Экспрессия более 550 генов бактерий B. pertussis, из которых 245 являются vir-активируемыми генами (virulence activated genes, vag) и 326 — vir-репрессируемыми (virulence repressed genes, vrg), регулируется двухкомпонентной системой BvgA/BvgS в результате фосфорилирования регулятора транскрипции BvgA (BvgA~P) сенсорной фосфокиназой BvgS. Все известные гены вирулентности бактерий, включая bvgAS, относятся к vag-генам, экспрессирующимся в вирулентной фазе I, при этом vrg-гены экспрессируются в IV фазе, в авирулентном состоянии бактерии. Промежуточные фазы вирулентности II и III характеризуются частичной экспрессией vag- и vrg-генов. Описаны два типа мутаций, индуцирующих переход от фазы I к фазе IV in vitro: мутация со сдвигом рамки считывания («frameshift») в гене bvgS [17] и мутации, возникающие в результате внедрений мобильных генетических элементов IS481 или IS1002 в специфический сайт оперона bvgAS [18, 19]. Изменение условий культивирования бактерий также может привести к обратимому изменению фазового состояния бактерий [20]. В последние десятилетия активно обсуждаются роль и значение фазовых состояний в обеспечении выживания бактерий в организме хозяина и в передаче другому хозяину. Если роль фазы I в патогенезе коклюша не подвергается сомнению, то фаза IV считалась некоторыми исследователями «тупиком эволюции», не имеющим значения для выживания и распространения возбудителя. Однако исследования последних лет указывают, что, по крайней мере, переживание бактерий в организме хозяина, скорее всего, происходит в авирулентном фазовом состоянии [2, 21, 22].

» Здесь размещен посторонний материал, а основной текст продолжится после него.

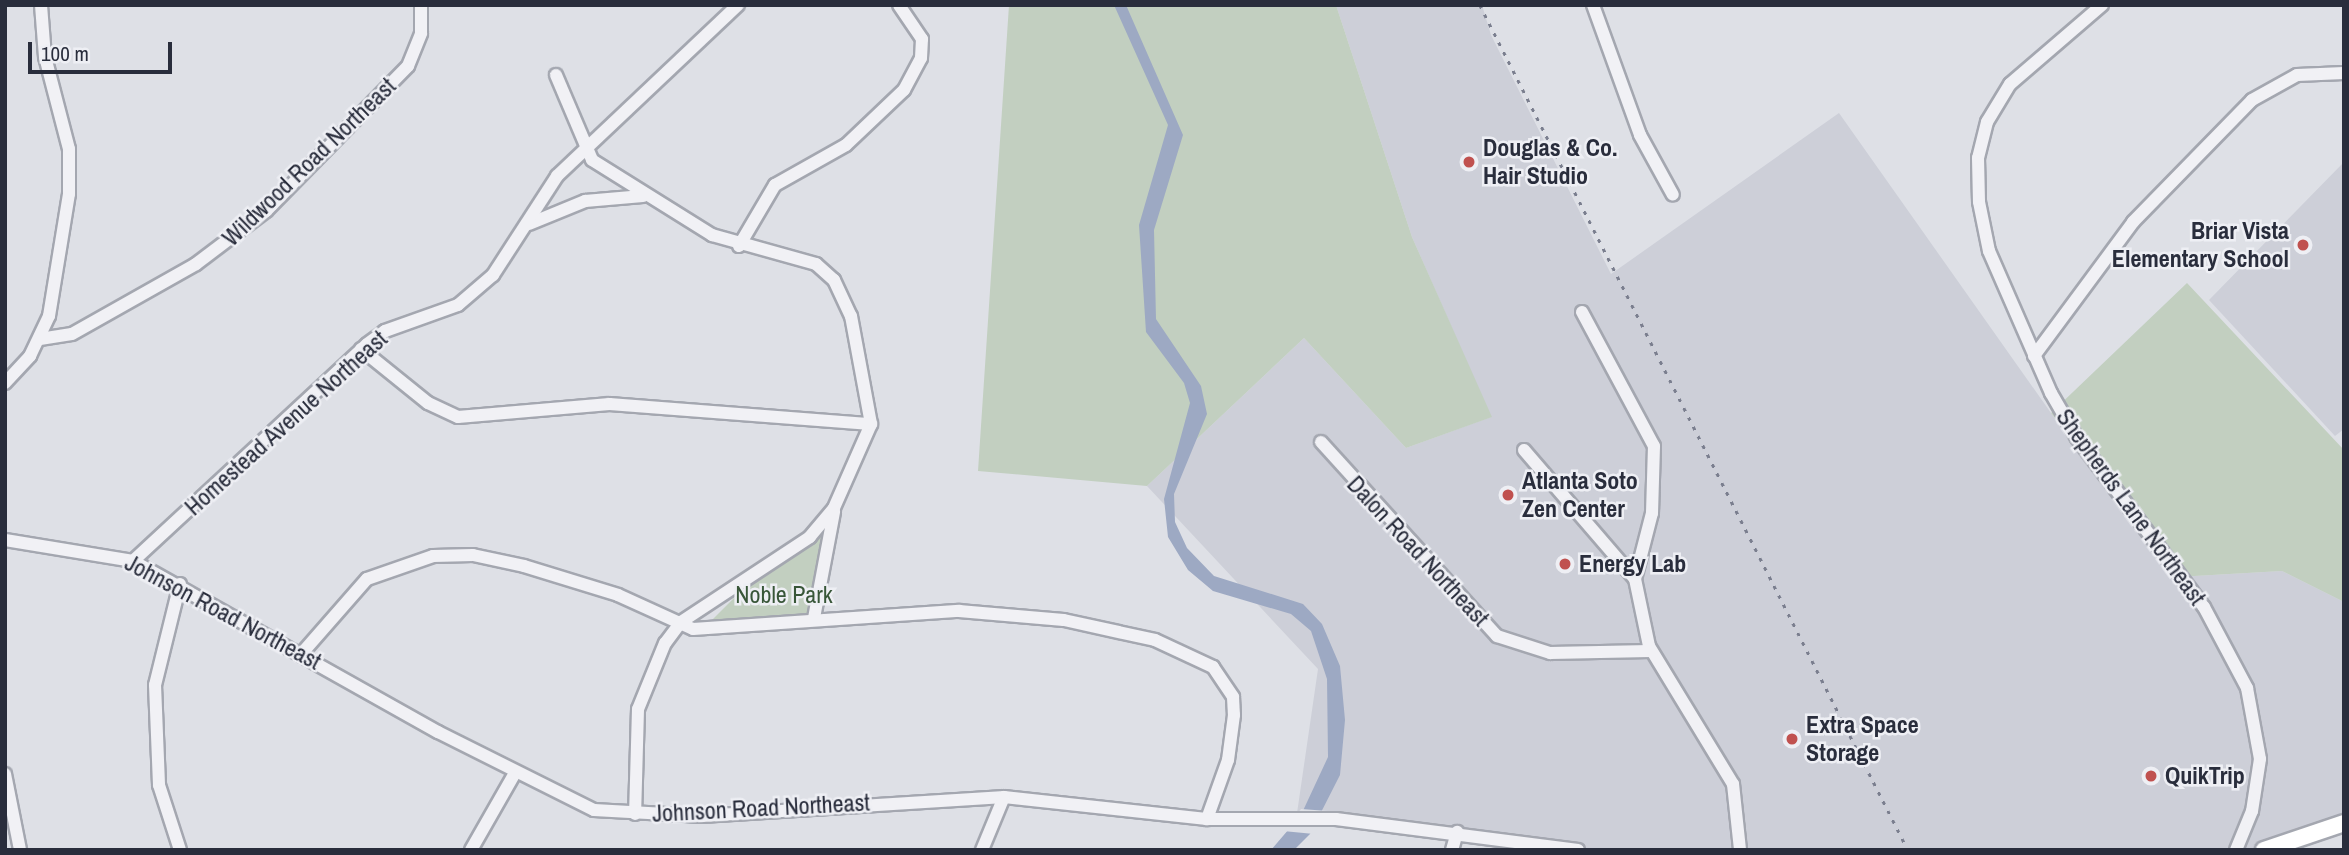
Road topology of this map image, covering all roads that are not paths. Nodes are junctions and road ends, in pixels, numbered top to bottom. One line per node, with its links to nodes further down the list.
1 (41, 5): 15 (street)
2 (421, 5): 15 (street, Wildwood Road Northeast)
3 (738, 5): 9 (street, Homestead Avenue Northeast)
4 (899, 5): 13 (street)
5 (1592, 5): 10 (street)
6 (2102, 5): 17 (street, Shepherds Lane Northeast)
7 (2344, 74): 17 (street)
8 (556, 75): 9 (street)
9 (583, 148): 11 (street); 12 (street, Homestead Avenue Northeast)
10 (1672, 195)
11 (643, 197): 12 (street); 13 (street)
12 (528, 224): 16 (street, Homestead Avenue Northeast)
13 (739, 246): 19 (street)
14 (1582, 312): 25 (street)
15 (40, 339): 18 (street)
16 (362, 349): 19 (street); 24 (street, Homestead Avenue Northeast)
17 (2034, 356): 45 (street, Shepherds Lane Northeast)
18 (5, 383)
19 (871, 424): 22 (street)
20 (1321, 442): 29 (street, Dalon Road Northeast)
21 (1524, 450): 25 (street)
22 (834, 509): 27 (street); 28 (street)
23 (5, 540): 24 (street, Johnson Road Northeast)
24 (133, 561): 26 (street, Johnson Road Northeast)
25 (1636, 579): 29 (street)
26 (180, 584): 30 (street, Johnson Road Northeast); 39 (street)
27 (814, 618): 28 (street); 35 (street)
28 (681, 622): 30 (street); 34 (street)
29 (1650, 651): 44 (street)
30 (303, 652): 31 (street, Johnson Road Northeast)
31 (515, 773): 34 (street, Johnson Road Northeast); 40 (street)
32 (5, 774): 38 (street)
33 (1004, 797): 34 (street, Johnson Road Northeast); 35 (street, Johnson Road Northeast); 41 (street)
34 (635, 814)
35 (1207, 819): 37 (street, Johnson Road Northeast)
36 (2344, 823): 46 (main road)
37 (1457, 832): 42 (street); 43 (street, Johnson Road Northeast)
38 (20, 850)
39 (180, 850)
40 (471, 850)
41 (982, 850)
42 (1452, 850)
43 (1578, 850)
44 (1740, 850)
45 (2236, 850)
46 (2264, 850)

Инсерционные мутанты обнаружены нами в экспериментах с лабораторными мышами, обезьянами [12, 23] и в результате изучения популяций бактерий B. pertussis, присутствующих в носоглотке больных, реконвалесцентов и контактировавших с ними практически здоровых бактерионосителей [10, 14].

Эти данные, наряду с существованием большого количества псевдогенов в составе хромосомы B. pertussis, а также наличием фактов участия МГЭ в регуляции экспрессии генов других микроорганизмов, позволили нам сформулировать гипотезу, предполагающую участие IS-элементов B. pertussis в регуляции вирулентности возбудителя в результате их перемещения в оперон вирулентности bvgAS B. pertussis.

Цель настоящего исследования — оценка сроков персистенции и анализ состава популяций бактерий B. pertussis у больных коклюшем детей и контактных лиц в семейных очагах.

Материал и методы

Исследование проводили на базе Детского научно-клинического центра инфекционных болезней ФМБА России. В период с 2015 по 2017 г. проведено проспективное, открытое, сплошное, одноцентровое исследование. Обследованы 80 детей с лабораторно подтвержденным диагнозом «коклюш», госпитализированных в детскую городскую клиническую больницу №5 им. Н.Ф. Филатова (ДГКБ №5 им. Н.Ф. Филатова) Санкт-Петербурга, а также 116 контактировавших с ними родственников из 59 семейных очагов. Пациентов и контактных лиц включали в протокол исследования после подписания информированного согласия.

Материал для выявления геномэквивалентов (ГЭ) ДНК B. pertussis отбирали с задней стенки носоглотки через нижний носовой ход с помощью гибких назофарингеальных велюр-тампонов («COPAN», Италия). Смывы с тампонов центрифугировали в течение 10 мин при 12 000 об/мин (центрифуга Eppendorf, Германия). Осадок ресуспендировали в 200 мкл деионизированной воды, ДНК выделяли с использованием магнитного сорбента в соответствии с инструкцией к набору Wizard Genomic DNA Purification System («Promega», США) [12].

Выявление ГЭ ДНК B. pertussis и инсерционных bvg-мутантов проводили методом ПЦР в режиме реального времени с использованием разработанной нами тест-системы ПЦР-РВ-IS. Регистрацию интеграций IS481 в специфический сайт оперона bvgAS осуществляли с помощью гнездовой ПЦР. Специфичность продуктов второй реакции гнездовой ПЦР определяли путем секвенирования генома [12].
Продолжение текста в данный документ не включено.